Required work: All entries that follow are to be printed exactly as written.

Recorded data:
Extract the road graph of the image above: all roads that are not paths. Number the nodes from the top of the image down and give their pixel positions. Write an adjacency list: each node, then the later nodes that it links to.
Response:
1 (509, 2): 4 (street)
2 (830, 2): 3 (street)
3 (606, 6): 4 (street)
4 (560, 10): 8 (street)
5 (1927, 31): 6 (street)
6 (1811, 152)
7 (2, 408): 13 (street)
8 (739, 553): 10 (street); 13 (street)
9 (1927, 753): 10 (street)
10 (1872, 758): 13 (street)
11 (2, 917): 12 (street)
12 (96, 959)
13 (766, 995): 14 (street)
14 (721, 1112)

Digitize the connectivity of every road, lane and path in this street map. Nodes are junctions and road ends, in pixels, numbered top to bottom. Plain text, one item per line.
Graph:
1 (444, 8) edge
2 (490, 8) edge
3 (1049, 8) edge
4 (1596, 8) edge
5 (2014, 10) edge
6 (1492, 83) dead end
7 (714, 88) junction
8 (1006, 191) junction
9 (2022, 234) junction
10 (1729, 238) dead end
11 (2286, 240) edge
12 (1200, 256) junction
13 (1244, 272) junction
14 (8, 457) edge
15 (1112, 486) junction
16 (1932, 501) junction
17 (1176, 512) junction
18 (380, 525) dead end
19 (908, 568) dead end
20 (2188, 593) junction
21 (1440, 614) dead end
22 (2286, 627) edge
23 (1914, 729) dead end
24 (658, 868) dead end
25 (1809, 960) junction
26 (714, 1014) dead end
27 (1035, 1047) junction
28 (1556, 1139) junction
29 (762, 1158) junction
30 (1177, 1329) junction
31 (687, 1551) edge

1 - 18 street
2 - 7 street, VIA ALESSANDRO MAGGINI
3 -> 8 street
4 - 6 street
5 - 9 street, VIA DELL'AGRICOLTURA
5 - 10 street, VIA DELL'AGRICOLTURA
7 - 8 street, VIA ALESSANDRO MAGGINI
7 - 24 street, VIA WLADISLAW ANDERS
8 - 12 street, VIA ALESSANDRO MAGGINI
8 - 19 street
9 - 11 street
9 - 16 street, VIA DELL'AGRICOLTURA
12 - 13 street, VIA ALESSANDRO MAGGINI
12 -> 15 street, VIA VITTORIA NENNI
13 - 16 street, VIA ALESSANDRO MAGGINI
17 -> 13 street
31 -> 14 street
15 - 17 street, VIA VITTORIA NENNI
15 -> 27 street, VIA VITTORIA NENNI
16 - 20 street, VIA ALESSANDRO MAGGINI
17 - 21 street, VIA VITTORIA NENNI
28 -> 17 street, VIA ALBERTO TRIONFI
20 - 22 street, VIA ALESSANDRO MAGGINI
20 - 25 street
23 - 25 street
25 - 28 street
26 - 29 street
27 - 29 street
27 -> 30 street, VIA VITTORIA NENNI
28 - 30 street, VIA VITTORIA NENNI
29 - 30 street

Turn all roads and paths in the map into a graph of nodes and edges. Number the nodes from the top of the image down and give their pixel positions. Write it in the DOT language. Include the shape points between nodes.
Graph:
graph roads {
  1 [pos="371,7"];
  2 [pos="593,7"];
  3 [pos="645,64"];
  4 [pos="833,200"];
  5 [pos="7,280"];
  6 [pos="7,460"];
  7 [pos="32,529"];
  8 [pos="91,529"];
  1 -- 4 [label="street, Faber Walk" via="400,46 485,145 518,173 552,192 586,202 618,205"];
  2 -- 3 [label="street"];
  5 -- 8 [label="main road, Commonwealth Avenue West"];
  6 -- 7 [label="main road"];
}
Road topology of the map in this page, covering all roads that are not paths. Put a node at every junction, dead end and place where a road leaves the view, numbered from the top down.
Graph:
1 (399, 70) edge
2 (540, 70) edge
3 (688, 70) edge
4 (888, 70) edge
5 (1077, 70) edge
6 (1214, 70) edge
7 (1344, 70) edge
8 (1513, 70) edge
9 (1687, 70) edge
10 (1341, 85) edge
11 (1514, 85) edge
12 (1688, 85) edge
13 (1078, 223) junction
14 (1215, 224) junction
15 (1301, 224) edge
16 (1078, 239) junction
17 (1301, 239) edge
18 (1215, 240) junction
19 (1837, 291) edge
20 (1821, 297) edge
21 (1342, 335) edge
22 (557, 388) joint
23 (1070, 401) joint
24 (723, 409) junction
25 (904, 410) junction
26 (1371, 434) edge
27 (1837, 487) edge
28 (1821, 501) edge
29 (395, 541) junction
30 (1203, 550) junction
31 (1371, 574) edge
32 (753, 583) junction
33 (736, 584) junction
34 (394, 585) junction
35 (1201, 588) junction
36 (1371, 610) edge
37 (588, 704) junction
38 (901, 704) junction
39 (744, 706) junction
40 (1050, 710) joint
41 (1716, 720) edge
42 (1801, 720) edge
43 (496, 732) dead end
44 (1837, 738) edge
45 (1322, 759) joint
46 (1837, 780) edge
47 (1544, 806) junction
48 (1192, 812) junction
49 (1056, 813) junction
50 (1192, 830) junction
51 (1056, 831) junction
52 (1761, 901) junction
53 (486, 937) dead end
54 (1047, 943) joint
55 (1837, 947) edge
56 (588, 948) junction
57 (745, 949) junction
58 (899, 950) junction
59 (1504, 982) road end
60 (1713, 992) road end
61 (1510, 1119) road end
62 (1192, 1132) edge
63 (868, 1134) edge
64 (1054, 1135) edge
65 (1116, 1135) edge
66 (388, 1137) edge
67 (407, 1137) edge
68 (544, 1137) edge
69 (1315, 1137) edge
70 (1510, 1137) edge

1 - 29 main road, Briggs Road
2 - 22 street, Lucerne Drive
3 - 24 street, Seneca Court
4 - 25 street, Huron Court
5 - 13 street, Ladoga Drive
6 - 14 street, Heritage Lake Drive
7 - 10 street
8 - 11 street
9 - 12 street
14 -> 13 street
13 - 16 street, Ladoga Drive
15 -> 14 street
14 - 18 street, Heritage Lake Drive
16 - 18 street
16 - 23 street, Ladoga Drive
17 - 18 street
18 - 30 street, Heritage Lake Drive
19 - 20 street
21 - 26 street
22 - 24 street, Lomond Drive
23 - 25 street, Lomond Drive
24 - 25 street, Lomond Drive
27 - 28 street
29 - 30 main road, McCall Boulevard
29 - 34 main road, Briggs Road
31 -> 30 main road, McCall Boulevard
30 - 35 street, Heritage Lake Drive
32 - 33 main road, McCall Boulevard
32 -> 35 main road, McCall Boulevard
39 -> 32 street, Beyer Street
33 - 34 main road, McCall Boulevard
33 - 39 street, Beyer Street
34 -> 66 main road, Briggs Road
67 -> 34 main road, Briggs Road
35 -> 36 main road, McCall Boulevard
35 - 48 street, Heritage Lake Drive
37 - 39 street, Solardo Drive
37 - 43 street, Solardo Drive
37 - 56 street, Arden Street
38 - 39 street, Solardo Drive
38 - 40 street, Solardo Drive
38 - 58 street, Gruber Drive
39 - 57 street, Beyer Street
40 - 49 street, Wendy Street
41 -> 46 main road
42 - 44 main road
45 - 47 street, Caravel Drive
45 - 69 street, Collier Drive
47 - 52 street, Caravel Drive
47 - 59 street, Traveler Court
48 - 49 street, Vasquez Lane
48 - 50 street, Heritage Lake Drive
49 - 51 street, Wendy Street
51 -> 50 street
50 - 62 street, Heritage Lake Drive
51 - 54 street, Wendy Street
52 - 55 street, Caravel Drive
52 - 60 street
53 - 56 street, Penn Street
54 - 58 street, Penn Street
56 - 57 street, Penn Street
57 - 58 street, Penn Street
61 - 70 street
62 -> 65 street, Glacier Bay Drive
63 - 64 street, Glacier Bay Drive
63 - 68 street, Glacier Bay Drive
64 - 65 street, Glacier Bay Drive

Solution to this exercise:
Extract the road graph of the image above: all roads that are not paths. Number the nodes from the top of the image down and give their pixel positions. Write an adjacency list: each node, then the later nodes that it links to.
Response:
1 (509, 2): 4 (street)
2 (830, 2): 3 (street)
3 (606, 6): 4 (street)
4 (560, 10): 8 (street)
5 (1927, 31): 6 (street)
6 (1811, 152)
7 (2, 408): 13 (street)
8 (739, 553): 10 (street); 13 (street)
9 (1927, 753): 10 (street)
10 (1872, 758): 13 (street)
11 (2, 917): 12 (street)
12 (96, 959)
13 (766, 995): 14 (street)
14 (721, 1112)

Digitize the connectivity of every road, lane and path in this street map. Nodes are junctions and road ends, in pixels, numbered top to bottom. Plain text, one item per line.
Graph:
1 (444, 8) edge
2 (490, 8) edge
3 (1049, 8) edge
4 (1596, 8) edge
5 (2014, 10) edge
6 (1492, 83) dead end
7 (714, 88) junction
8 (1006, 191) junction
9 (2022, 234) junction
10 (1729, 238) dead end
11 (2286, 240) edge
12 (1200, 256) junction
13 (1244, 272) junction
14 (8, 457) edge
15 (1112, 486) junction
16 (1932, 501) junction
17 (1176, 512) junction
18 (380, 525) dead end
19 (908, 568) dead end
20 (2188, 593) junction
21 (1440, 614) dead end
22 (2286, 627) edge
23 (1914, 729) dead end
24 (658, 868) dead end
25 (1809, 960) junction
26 (714, 1014) dead end
27 (1035, 1047) junction
28 (1556, 1139) junction
29 (762, 1158) junction
30 (1177, 1329) junction
31 (687, 1551) edge

1 - 18 street
2 - 7 street, VIA ALESSANDRO MAGGINI
3 -> 8 street
4 - 6 street
5 - 9 street, VIA DELL'AGRICOLTURA
5 - 10 street, VIA DELL'AGRICOLTURA
7 - 8 street, VIA ALESSANDRO MAGGINI
7 - 24 street, VIA WLADISLAW ANDERS
8 - 12 street, VIA ALESSANDRO MAGGINI
8 - 19 street
9 - 11 street
9 - 16 street, VIA DELL'AGRICOLTURA
12 - 13 street, VIA ALESSANDRO MAGGINI
12 -> 15 street, VIA VITTORIA NENNI
13 - 16 street, VIA ALESSANDRO MAGGINI
17 -> 13 street
31 -> 14 street
15 - 17 street, VIA VITTORIA NENNI
15 -> 27 street, VIA VITTORIA NENNI
16 - 20 street, VIA ALESSANDRO MAGGINI
17 - 21 street, VIA VITTORIA NENNI
28 -> 17 street, VIA ALBERTO TRIONFI
20 - 22 street, VIA ALESSANDRO MAGGINI
20 - 25 street
23 - 25 street
25 - 28 street
26 - 29 street
27 - 29 street
27 -> 30 street, VIA VITTORIA NENNI
28 - 30 street, VIA VITTORIA NENNI
29 - 30 street

Turn all roads and paths in the map into a graph of nodes and edges. Number the nodes from the top of the image down and give their pixel positions. Write it in the DOT language. Include the shape points between nodes.
Graph:
graph roads {
  1 [pos="371,7"];
  2 [pos="593,7"];
  3 [pos="645,64"];
  4 [pos="833,200"];
  5 [pos="7,280"];
  6 [pos="7,460"];
  7 [pos="32,529"];
  8 [pos="91,529"];
  1 -- 4 [label="street, Faber Walk" via="400,46 485,145 518,173 552,192 586,202 618,205"];
  2 -- 3 [label="street"];
  5 -- 8 [label="main road, Commonwealth Avenue West"];
  6 -- 7 [label="main road"];
}
Road topology of the map in this page, covering all roads that are not paths. Put a node at every junction, dead end and place where a road leaves the view, numbered from the top down.
Graph:
1 (399, 70) edge
2 (540, 70) edge
3 (688, 70) edge
4 (888, 70) edge
5 (1077, 70) edge
6 (1214, 70) edge
7 (1344, 70) edge
8 (1513, 70) edge
9 (1687, 70) edge
10 (1341, 85) edge
11 (1514, 85) edge
12 (1688, 85) edge
13 (1078, 223) junction
14 (1215, 224) junction
15 (1301, 224) edge
16 (1078, 239) junction
17 (1301, 239) edge
18 (1215, 240) junction
19 (1837, 291) edge
20 (1821, 297) edge
21 (1342, 335) edge
22 (557, 388) joint
23 (1070, 401) joint
24 (723, 409) junction
25 (904, 410) junction
26 (1371, 434) edge
27 (1837, 487) edge
28 (1821, 501) edge
29 (395, 541) junction
30 (1203, 550) junction
31 (1371, 574) edge
32 (753, 583) junction
33 (736, 584) junction
34 (394, 585) junction
35 (1201, 588) junction
36 (1371, 610) edge
37 (588, 704) junction
38 (901, 704) junction
39 (744, 706) junction
40 (1050, 710) joint
41 (1716, 720) edge
42 (1801, 720) edge
43 (496, 732) dead end
44 (1837, 738) edge
45 (1322, 759) joint
46 (1837, 780) edge
47 (1544, 806) junction
48 (1192, 812) junction
49 (1056, 813) junction
50 (1192, 830) junction
51 (1056, 831) junction
52 (1761, 901) junction
53 (486, 937) dead end
54 (1047, 943) joint
55 (1837, 947) edge
56 (588, 948) junction
57 (745, 949) junction
58 (899, 950) junction
59 (1504, 982) road end
60 (1713, 992) road end
61 (1510, 1119) road end
62 (1192, 1132) edge
63 (868, 1134) edge
64 (1054, 1135) edge
65 (1116, 1135) edge
66 (388, 1137) edge
67 (407, 1137) edge
68 (544, 1137) edge
69 (1315, 1137) edge
70 (1510, 1137) edge

1 - 29 main road, Briggs Road
2 - 22 street, Lucerne Drive
3 - 24 street, Seneca Court
4 - 25 street, Huron Court
5 - 13 street, Ladoga Drive
6 - 14 street, Heritage Lake Drive
7 - 10 street
8 - 11 street
9 - 12 street
14 -> 13 street
13 - 16 street, Ladoga Drive
15 -> 14 street
14 - 18 street, Heritage Lake Drive
16 - 18 street
16 - 23 street, Ladoga Drive
17 - 18 street
18 - 30 street, Heritage Lake Drive
19 - 20 street
21 - 26 street
22 - 24 street, Lomond Drive
23 - 25 street, Lomond Drive
24 - 25 street, Lomond Drive
27 - 28 street
29 - 30 main road, McCall Boulevard
29 - 34 main road, Briggs Road
31 -> 30 main road, McCall Boulevard
30 - 35 street, Heritage Lake Drive
32 - 33 main road, McCall Boulevard
32 -> 35 main road, McCall Boulevard
39 -> 32 street, Beyer Street
33 - 34 main road, McCall Boulevard
33 - 39 street, Beyer Street
34 -> 66 main road, Briggs Road
67 -> 34 main road, Briggs Road
35 -> 36 main road, McCall Boulevard
35 - 48 street, Heritage Lake Drive
37 - 39 street, Solardo Drive
37 - 43 street, Solardo Drive
37 - 56 street, Arden Street
38 - 39 street, Solardo Drive
38 - 40 street, Solardo Drive
38 - 58 street, Gruber Drive
39 - 57 street, Beyer Street
40 - 49 street, Wendy Street
41 -> 46 main road
42 - 44 main road
45 - 47 street, Caravel Drive
45 - 69 street, Collier Drive
47 - 52 street, Caravel Drive
47 - 59 street, Traveler Court
48 - 49 street, Vasquez Lane
48 - 50 street, Heritage Lake Drive
49 - 51 street, Wendy Street
51 -> 50 street
50 - 62 street, Heritage Lake Drive
51 - 54 street, Wendy Street
52 - 55 street, Caravel Drive
52 - 60 street
53 - 56 street, Penn Street
54 - 58 street, Penn Street
56 - 57 street, Penn Street
57 - 58 street, Penn Street
61 - 70 street
62 -> 65 street, Glacier Bay Drive
63 - 64 street, Glacier Bay Drive
63 - 68 street, Glacier Bay Drive
64 - 65 street, Glacier Bay Drive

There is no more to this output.